1. Underbuilding. In an attempt to save money in the short term, any businesses under-build their data centers. While the center may meet the businesses needs in the short term, eventually it becomes inadequate, forcing the business to then invest more capital in expanding capacity. Often, these new investments come in the form of patchwork or stopgap measures. A new piece of equipment here or there can solve some problems, but eventually that mix-and-match approach can become unmanageable. Some experts compare it to an older home where the owners attempt to add new — and more — appliances over the years. While it might be possible to make some things work some of the time, eventually the new demands will overwhelm the original electrical system, leading to costly repairs and replacements.

2. Overbuilding. On the flip side, some businesses try to plan by building far more capacity than necessary. While this provides some peace of mind that there will be enough capacity for the storage, computing and networking needs of the company regardless of growth, it also has to potential to lead to wasted money. Not only do you waste necessary resources on technology that isn’t being used, there’s also a chance that the technology that you purchase now could be obsolete by the time you make use of it, thus leading to additional expenditures on upgrades or replacements.

Clearly, purchasing equipment that goes unused or setting up an inadequate system isn’t ideal. Colocation, therefore, is a good solution for many businesses.

Why Data Centers Improve Scalability

By some estimates, the amount of capacity needed by the typical business could increase by as much as 750 percent in the next few years, due to factors like the Internet of Things, the continued increase in mobile computing, and big data.

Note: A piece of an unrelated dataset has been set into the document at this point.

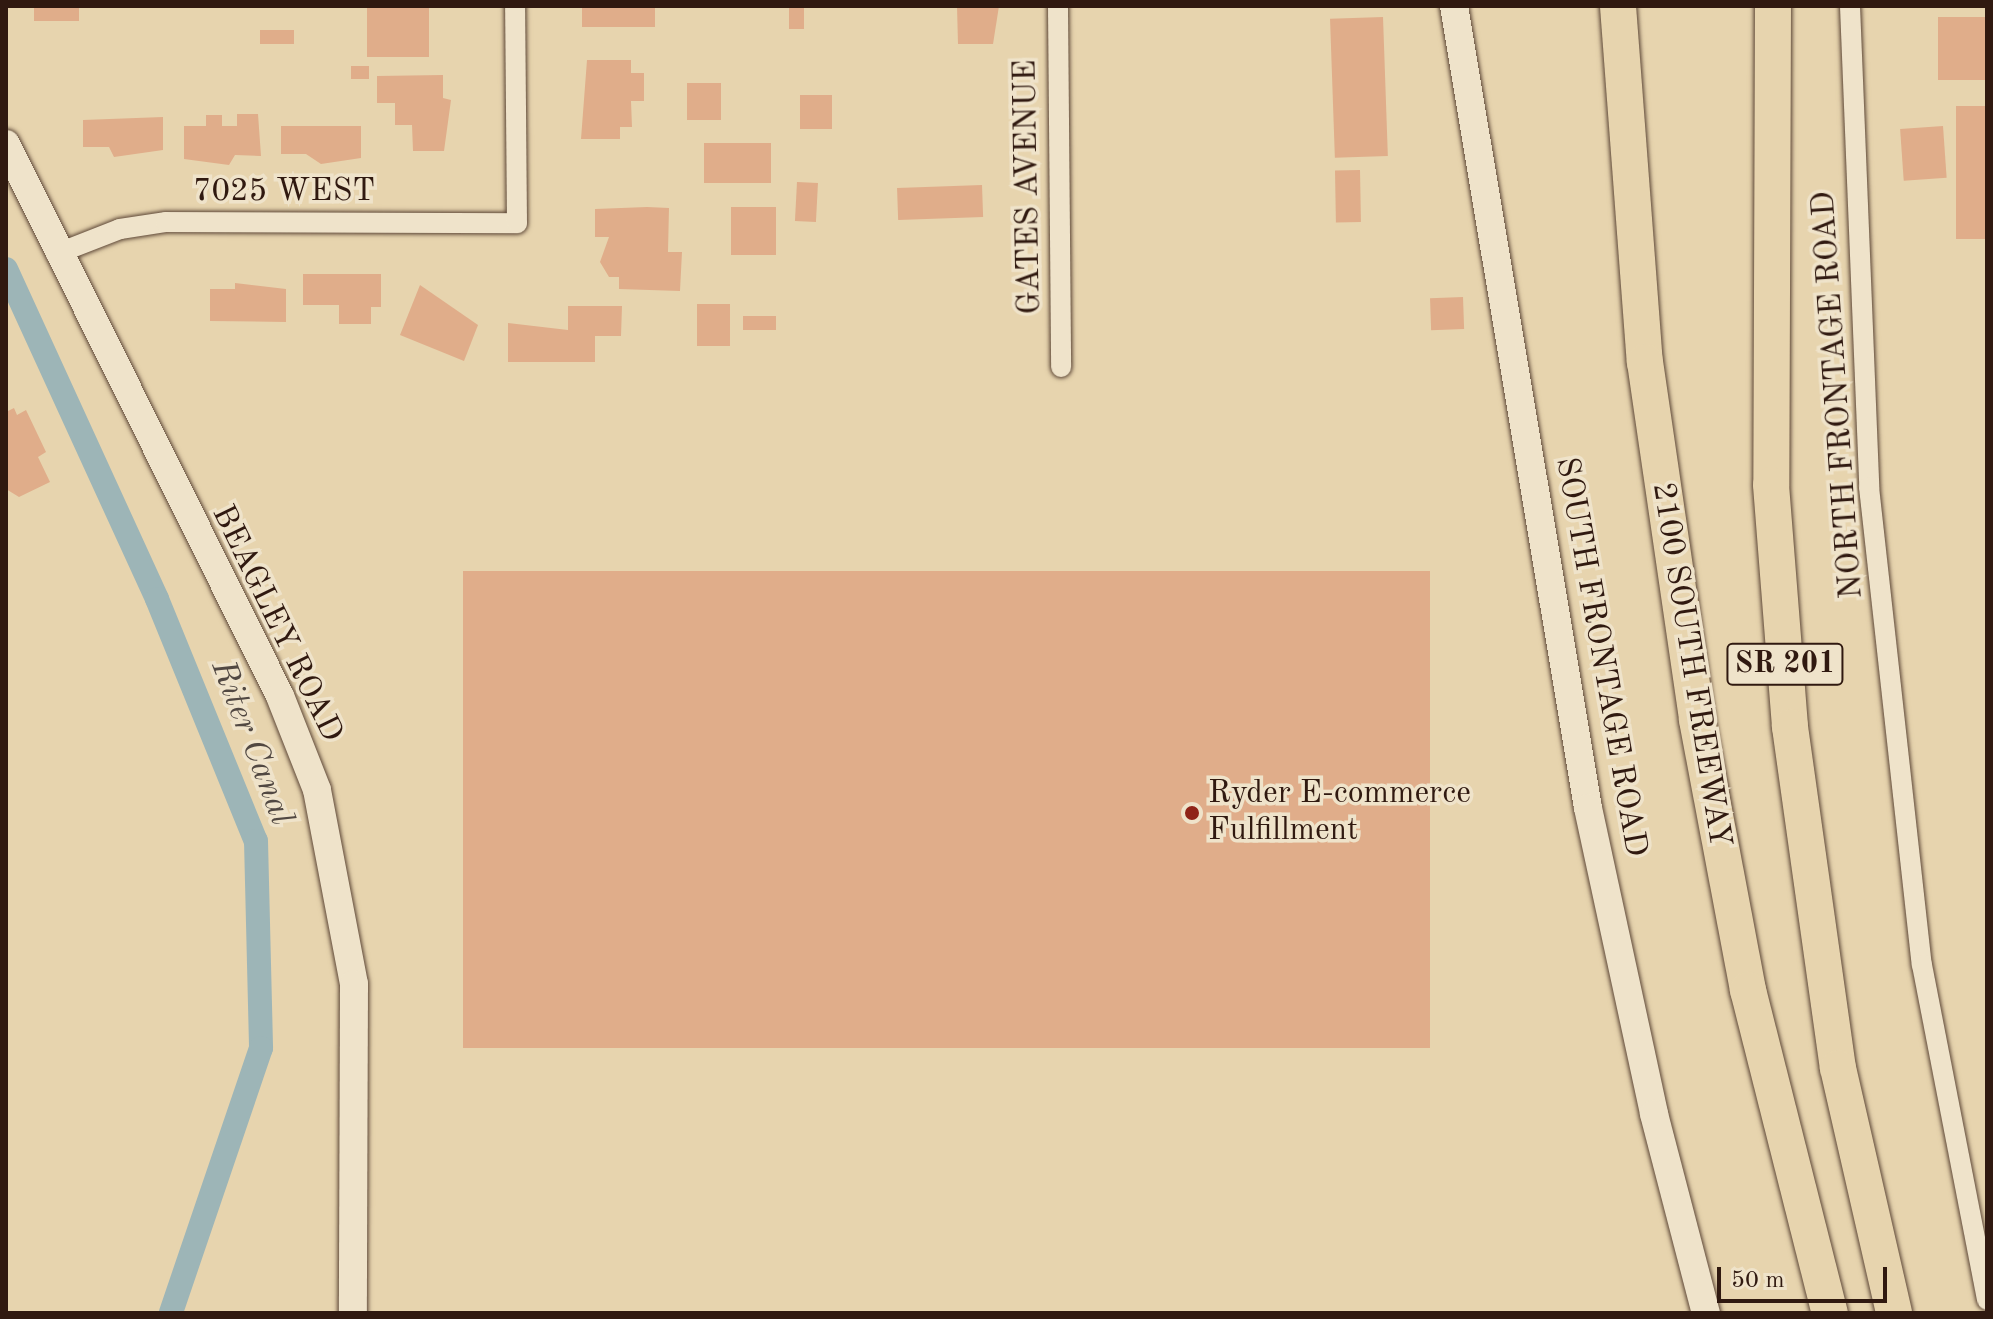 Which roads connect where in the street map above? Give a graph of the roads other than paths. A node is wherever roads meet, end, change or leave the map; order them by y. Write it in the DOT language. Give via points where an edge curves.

Because most businesses don’t have working crystal balls, it’s impossible to know exactly how much capacity will be needed for an individual enterprise. That’s what makes data center colocation so attractive: Instead of attempting to plan for the unknown, businesses can contract on a “pay as you grow” basis, purchasing only what they need in terms of space, bandwidth, and capacity. Such an arrangement has multiple advantages:

1. Equipment isn’t sitting idle and wasting your money.

2. Changes to scale happen quickly and efficiently. Should you need to increase – or decrease – capacity, it can be handled in a matter of days, instead of weeks or months, without costly capital expenditures.

3. Cost savings. Proponents of data centers point out that switching to a colocation model allows business owners to reallocate costs and shift capital expenditures to operating expenses. Instead of investing in the construction and development of an in-house data center, which are notoriously expensive, your company can earmark those funds for other purposes. Colocation also allows for a fixed monthly expenditure, which isn’t always possible with an in-house data center. Not to mention, large data centers can achieve an economy of scale that wouldn’t otherwise be possible, allowing for lower energy and security costs – something all businesses can benefit from.

Colocating in a data center helps businesses improve their scalability to allow for seamless growth over time. It helps prevent costly downtime, expensive upgrades, and improves security. For those reasons alone, it only makes sense to explore colocation as a solution for your IT infrastructure.